Middle Child Love

Today is national middle child day! Isn't it just like us middle children to have a day to claim as our own!!  I have a special connection with my middle child.  Maybe it's because we share the same role in our family, maybe it's because he's a super cool boy, or maybe it's because he seemed to need me a little more than his big sister did. I feel pretty darn lucky to get to be his momma and I am glad God was able to put us on the same wave length. 

I am so drawn to Oliver.  He has both the quirks of Clay and I, which can make him quite the kid to figure out.  The moment he was born, we just really connected.  And I also realized I didn't have the whole parenting gig quite as figured out as I thought.  Over the next year, Oliver and I ventured our way through doctor appointments, therapy appointments, and we all survived a season full of loud & endless cries, choking spells, and lack of sleep. We came out stronger, braver, and more smitten than ever.

The first few days of his life, his inherited quirks were already shining through.  He didn't do well in over stimulating environments, he cried at too much talking, and he preferred weighted blankets... however this is before we knew about weighted blankets, so we stacked heavy pillows or stuffed animals on him.  We've come so far!  The crying would keep him up for hours at a time and Clay and I took turns walking the neighborhood just to find silence in our own home again.  At about 6 months, he went on a specialized formula (EleCare).  His little system need more gentleness and his body needed rest. We started seeing eye contact, snuggles, and stronger muscles.  Therapy helped with things like sucking, eating, strength, speech, sensory, etc... and we loved our therapists.  

Fast forward a few years.

He's now 4.  My handsome kiddo is 4. He's a lot like he was as a baby, but of course smarter, faster, and even more charming. He's a big brother as well.  He's so tender and loving, but also has his own ideas like adding a TV to his room because that would be "willy awesome." And the way he says it, makes you want to put up a flat screen TV on his wall right then and there. He is also sensitive beyond belief, a natural comedic without knowing it, solid and strong, and the best brother to his sisters. Plus he is by far the cleanest kid with the most organized room which earns big brownie points around here!  Not to mention, he can name every Star Wars character.  Every. One.

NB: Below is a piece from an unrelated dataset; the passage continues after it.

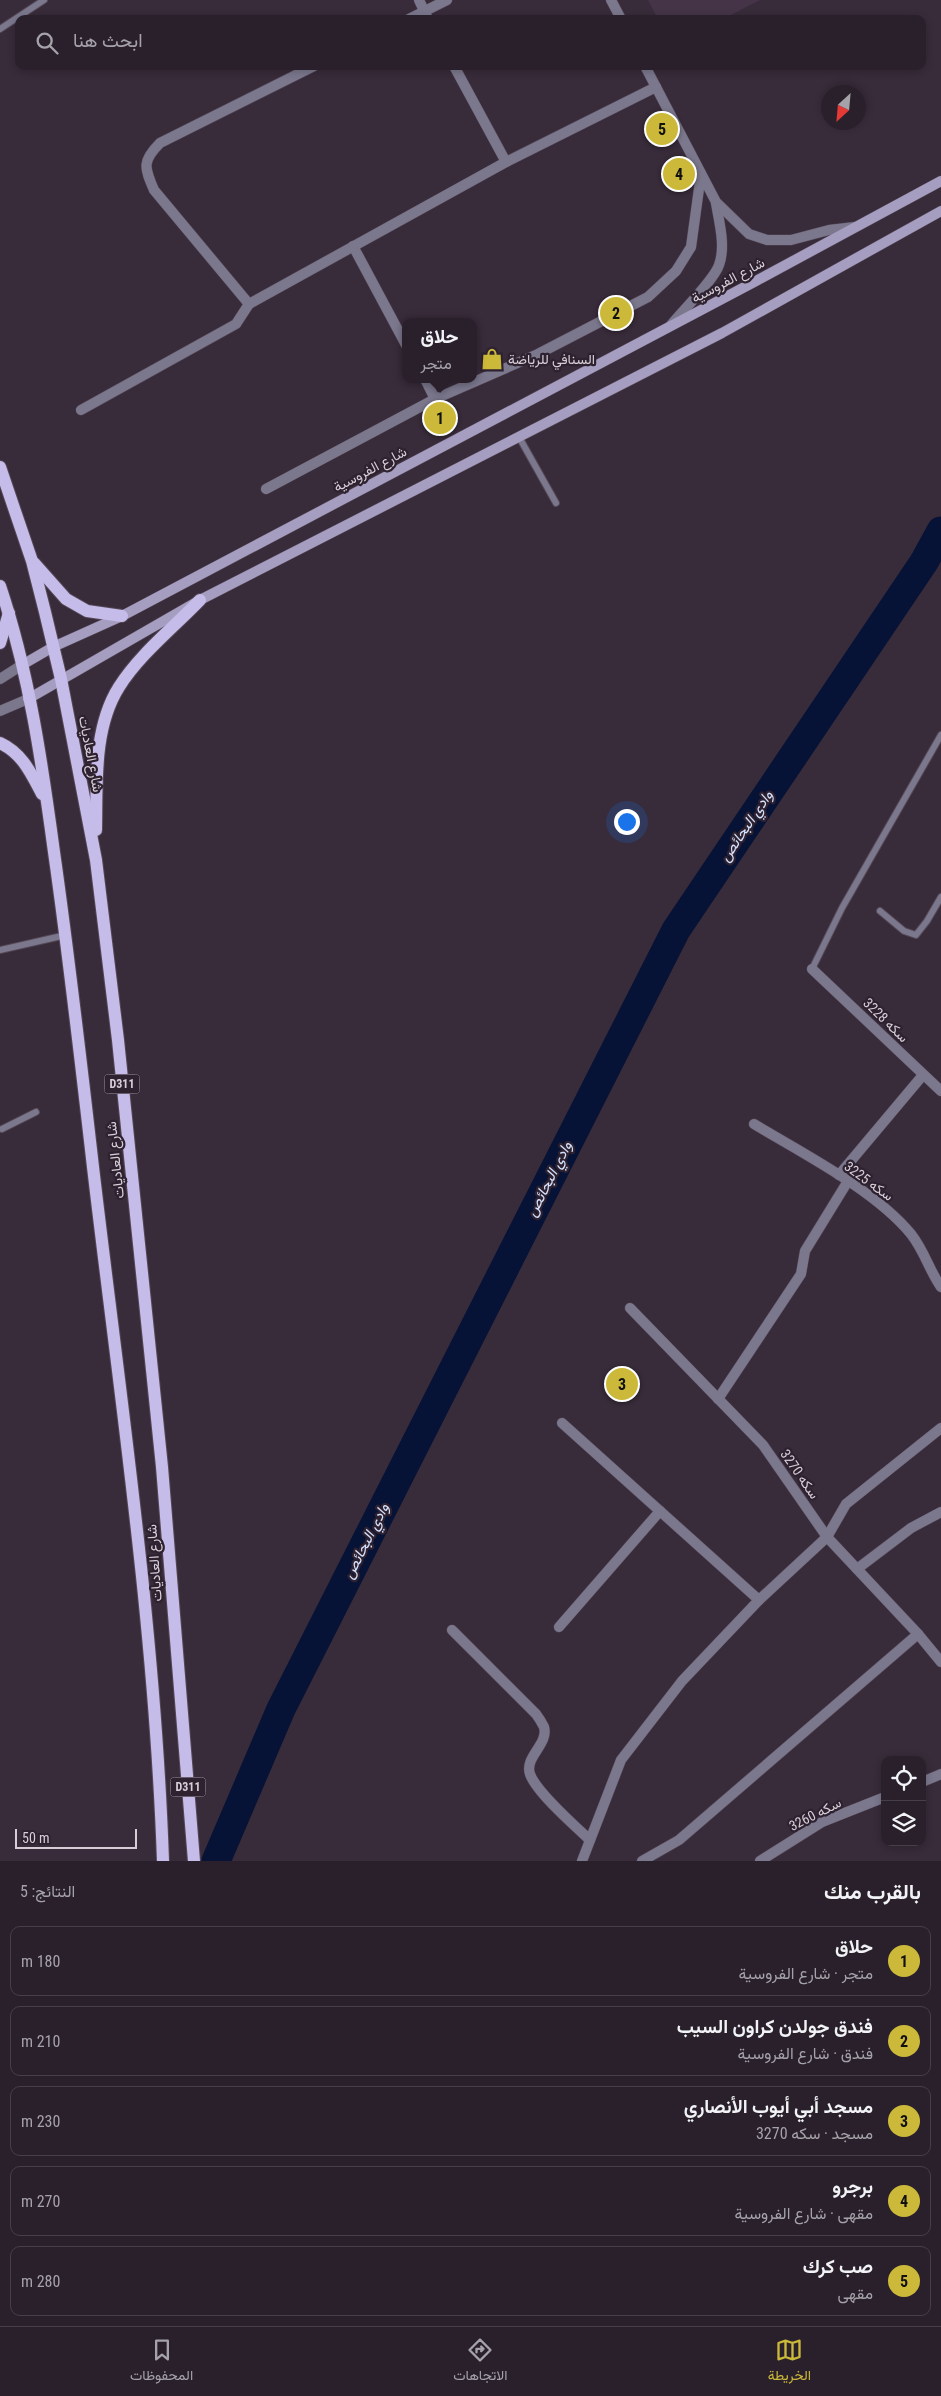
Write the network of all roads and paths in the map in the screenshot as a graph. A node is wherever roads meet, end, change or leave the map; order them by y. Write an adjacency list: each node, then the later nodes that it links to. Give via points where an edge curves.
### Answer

I can't really imagine Oliver being Oliver without his unique quirks.  Since last year, we were able to put a name/diagnosis to it - Sensory Processing Disorder.  It's nice that there's something to recognize what is going on in his brain and how to help him feel right in himself and in the world.  It's nice to get validation as a parent that treating these high emotions as if it's just a tantrum is the worse thing we can do, because his brain is wired a little differently.  The different techniques have been good for all of us and I am sure he is glad we have started to better figure out how to help him daily.  One thing therapy taught me is that I was only putting him in a world that catered to him, clearing out obstacles, situations, tactiles that would provoke a big response, versus teaching him to adapt to the world around him. I think there can be a good balance of both, especially at a young age.

 

I see SPD daily, although most moments I don't realize it anymore.  Oliver has taught me a lot.  He paved his way for his sister to join our family through adoption and he's made me way less judgemental of other mommas.  When I see a 4 year at the grocery store throwing a "tantrum," I know the ice cream melting and getting his shorts wet is a real problem to him.  It's not a tougher mom he needs, it's a patient, more gentle mom he needs and I applaud her for understanding his emotions. When I take too long at the gas pump because Oliver's socks aren't put on right, I hope the person behind me is patient and sees the consideration I am giving my son versus her in that moment.  I've learned that routine, preparing him for what's next, and lots of sensory time helps him feel balanced and regulated in life.  It's become a pretty natural part of our days and conversations.  I am honored to teach him to adapt to his world and know when it's okay for his world to adapt to him.  I therapist called me a "helicopter mom" because I adapted this big giant world to him.  I didn't apologize for that.  I wanted to tell her, let our babies be babies.  Let our SPD kids gradually cope to this busy, crazy world, because it's a process.  I have learned a good balance though, but I have also learned we must put our children in successful situations to build confidence.  I think Oliver's biggest successes have come from confidence building that his speech teacher helped ignite as well as his loving pre-school teachers and hopefully myself.  Setting Oliver up for success with each new milestone and watching him grow is such a joy.  Regardless of what challenges stay and which ones fade, my wish is he feels happy, centered and adored in life.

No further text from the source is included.